▸ **DESCRIPTION OF THE TASK**
Could you return every line of the records below that contains the word "Výšinách"?
*** Block opens ***
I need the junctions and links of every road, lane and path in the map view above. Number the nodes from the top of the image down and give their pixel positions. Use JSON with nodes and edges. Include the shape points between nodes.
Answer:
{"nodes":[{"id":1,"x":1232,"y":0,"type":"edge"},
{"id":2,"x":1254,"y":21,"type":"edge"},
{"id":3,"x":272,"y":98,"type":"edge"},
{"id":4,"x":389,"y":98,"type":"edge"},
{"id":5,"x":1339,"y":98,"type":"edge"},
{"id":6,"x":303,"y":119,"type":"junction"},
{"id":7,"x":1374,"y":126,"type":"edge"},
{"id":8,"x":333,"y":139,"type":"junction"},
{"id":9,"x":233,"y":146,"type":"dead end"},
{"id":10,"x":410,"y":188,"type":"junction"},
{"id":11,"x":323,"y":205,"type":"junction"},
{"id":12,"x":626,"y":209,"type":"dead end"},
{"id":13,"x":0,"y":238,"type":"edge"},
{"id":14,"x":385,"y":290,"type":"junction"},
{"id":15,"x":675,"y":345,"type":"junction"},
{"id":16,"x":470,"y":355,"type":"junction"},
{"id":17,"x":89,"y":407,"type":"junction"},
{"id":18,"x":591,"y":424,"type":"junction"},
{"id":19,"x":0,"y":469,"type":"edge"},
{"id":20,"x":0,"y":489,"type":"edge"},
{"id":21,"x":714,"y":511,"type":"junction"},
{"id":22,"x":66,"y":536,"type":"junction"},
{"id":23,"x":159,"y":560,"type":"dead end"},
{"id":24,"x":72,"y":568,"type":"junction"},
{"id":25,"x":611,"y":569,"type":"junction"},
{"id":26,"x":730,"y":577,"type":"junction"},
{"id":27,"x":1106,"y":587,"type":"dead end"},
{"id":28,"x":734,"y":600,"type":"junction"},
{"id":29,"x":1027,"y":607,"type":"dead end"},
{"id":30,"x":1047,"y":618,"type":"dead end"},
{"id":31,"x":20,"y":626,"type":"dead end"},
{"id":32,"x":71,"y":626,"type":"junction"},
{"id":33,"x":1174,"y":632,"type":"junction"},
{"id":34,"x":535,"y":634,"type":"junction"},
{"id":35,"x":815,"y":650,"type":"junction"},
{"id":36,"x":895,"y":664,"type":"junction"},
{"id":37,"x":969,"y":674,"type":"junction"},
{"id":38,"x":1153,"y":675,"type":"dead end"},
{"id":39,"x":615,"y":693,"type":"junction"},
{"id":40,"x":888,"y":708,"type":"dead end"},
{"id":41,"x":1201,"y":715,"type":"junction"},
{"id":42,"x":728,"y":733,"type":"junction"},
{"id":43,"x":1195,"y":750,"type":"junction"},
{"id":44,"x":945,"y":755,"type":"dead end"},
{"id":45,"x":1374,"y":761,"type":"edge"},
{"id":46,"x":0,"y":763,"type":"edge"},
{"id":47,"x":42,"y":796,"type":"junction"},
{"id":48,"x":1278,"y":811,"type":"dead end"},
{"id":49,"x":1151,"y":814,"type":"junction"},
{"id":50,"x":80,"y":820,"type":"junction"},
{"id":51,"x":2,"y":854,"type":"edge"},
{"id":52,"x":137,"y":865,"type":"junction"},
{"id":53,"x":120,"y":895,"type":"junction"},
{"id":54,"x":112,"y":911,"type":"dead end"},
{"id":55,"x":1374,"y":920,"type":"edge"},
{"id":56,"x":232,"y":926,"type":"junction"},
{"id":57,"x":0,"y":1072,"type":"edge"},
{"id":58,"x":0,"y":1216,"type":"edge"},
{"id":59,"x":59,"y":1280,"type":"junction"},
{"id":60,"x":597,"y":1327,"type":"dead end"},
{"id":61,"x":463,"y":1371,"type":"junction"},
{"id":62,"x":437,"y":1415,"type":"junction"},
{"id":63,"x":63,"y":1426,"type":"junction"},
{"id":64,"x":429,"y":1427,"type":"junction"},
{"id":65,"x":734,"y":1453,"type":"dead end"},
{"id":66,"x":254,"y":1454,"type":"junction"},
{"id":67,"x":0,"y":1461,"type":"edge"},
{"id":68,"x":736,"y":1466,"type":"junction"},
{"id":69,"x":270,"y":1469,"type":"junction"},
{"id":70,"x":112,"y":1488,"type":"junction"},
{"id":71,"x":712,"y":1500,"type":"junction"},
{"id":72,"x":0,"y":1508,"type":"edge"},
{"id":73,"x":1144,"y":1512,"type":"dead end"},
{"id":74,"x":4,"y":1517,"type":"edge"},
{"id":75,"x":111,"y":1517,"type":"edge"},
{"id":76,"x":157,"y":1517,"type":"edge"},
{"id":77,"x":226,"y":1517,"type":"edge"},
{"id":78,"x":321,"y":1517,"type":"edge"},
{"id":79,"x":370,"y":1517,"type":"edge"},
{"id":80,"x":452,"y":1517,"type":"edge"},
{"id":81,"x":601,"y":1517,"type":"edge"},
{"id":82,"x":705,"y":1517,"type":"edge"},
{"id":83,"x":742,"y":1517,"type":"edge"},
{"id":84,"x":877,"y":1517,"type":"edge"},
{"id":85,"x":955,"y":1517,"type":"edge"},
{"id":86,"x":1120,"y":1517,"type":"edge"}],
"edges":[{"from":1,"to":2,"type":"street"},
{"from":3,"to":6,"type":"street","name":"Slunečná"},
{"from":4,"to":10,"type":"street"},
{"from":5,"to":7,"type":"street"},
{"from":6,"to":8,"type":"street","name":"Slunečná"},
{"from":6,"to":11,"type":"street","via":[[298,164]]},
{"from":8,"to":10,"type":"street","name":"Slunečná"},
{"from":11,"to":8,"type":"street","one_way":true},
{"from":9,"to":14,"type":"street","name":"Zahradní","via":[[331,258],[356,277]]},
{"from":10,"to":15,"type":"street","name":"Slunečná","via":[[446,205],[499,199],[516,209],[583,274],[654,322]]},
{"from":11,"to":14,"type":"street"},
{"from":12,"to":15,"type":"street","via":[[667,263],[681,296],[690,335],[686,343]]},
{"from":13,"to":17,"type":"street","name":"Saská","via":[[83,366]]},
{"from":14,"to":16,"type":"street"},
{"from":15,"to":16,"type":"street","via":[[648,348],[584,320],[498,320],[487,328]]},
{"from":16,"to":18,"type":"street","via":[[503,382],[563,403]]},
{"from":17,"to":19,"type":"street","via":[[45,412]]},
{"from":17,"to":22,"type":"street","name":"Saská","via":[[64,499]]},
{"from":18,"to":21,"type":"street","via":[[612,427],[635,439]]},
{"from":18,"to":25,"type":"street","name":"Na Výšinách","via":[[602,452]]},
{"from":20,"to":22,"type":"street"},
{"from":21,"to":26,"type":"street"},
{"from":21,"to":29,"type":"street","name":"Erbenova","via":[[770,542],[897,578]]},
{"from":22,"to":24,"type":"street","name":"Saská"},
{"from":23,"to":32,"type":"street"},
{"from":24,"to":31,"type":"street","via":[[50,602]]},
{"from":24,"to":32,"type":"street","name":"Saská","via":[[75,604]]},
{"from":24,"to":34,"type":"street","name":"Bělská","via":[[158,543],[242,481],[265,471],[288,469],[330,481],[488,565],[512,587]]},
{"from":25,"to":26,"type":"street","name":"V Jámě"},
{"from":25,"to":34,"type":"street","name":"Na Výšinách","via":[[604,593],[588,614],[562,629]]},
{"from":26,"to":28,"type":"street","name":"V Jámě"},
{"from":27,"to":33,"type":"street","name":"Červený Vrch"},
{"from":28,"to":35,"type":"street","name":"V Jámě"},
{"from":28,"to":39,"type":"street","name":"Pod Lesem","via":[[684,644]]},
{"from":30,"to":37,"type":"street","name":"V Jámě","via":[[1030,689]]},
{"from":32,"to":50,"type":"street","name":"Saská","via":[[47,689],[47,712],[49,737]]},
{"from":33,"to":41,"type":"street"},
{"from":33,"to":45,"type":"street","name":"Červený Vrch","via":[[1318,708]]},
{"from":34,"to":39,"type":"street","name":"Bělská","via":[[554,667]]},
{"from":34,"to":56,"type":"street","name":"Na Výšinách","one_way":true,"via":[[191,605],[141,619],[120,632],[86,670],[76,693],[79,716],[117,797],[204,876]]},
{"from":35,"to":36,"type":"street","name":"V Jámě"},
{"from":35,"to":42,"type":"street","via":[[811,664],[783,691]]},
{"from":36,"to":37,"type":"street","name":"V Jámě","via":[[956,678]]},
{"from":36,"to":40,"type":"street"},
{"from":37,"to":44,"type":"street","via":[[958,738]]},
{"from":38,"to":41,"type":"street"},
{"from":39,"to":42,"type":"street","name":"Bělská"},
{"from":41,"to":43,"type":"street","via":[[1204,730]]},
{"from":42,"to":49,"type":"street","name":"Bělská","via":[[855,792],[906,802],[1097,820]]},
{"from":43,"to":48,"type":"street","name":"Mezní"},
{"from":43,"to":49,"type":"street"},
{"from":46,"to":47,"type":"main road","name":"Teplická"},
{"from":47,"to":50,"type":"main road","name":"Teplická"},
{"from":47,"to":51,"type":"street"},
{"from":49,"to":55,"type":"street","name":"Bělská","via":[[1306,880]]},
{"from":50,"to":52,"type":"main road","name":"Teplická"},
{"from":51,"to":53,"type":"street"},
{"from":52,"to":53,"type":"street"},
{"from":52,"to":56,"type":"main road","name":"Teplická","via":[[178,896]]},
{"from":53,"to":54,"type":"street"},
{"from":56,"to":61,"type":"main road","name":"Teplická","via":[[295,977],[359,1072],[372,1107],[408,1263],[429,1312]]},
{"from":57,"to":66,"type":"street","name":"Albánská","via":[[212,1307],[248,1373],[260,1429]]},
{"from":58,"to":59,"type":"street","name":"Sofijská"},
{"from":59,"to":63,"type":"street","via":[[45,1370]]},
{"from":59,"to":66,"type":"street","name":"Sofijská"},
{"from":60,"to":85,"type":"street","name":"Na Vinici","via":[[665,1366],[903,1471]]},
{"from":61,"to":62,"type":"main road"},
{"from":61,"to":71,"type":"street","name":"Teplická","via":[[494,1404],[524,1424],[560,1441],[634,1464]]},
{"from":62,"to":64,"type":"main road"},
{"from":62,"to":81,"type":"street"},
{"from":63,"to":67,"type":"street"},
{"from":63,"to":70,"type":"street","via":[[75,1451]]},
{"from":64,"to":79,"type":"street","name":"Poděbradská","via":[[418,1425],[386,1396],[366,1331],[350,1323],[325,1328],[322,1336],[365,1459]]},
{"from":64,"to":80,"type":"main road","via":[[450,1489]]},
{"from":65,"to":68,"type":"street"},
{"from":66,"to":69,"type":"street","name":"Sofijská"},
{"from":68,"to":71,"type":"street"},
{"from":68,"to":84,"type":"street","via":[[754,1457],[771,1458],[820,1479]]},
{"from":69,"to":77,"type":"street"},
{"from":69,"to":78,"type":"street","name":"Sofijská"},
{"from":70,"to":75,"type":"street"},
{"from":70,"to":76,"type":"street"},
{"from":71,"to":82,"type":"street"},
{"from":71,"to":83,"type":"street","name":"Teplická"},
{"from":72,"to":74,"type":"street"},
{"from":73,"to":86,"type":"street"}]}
*** Block closes ***
▸ **PROBLEM SOLUTION**
{"from":18,"to":25,"type":"street","name":"Na Výšinách","via":[[602,452]]},
{"from":25,"to":34,"type":"street","name":"Na Výšinách","via":[[604,593],[588,614],[562,629]]},
{"from":34,"to":56,"type":"street","name":"Na Výšinách","one_way":true,"via":[[191,605],[141,619],[120,632],[86,670],[76,693],[79,716],[117,797],[204,876]]},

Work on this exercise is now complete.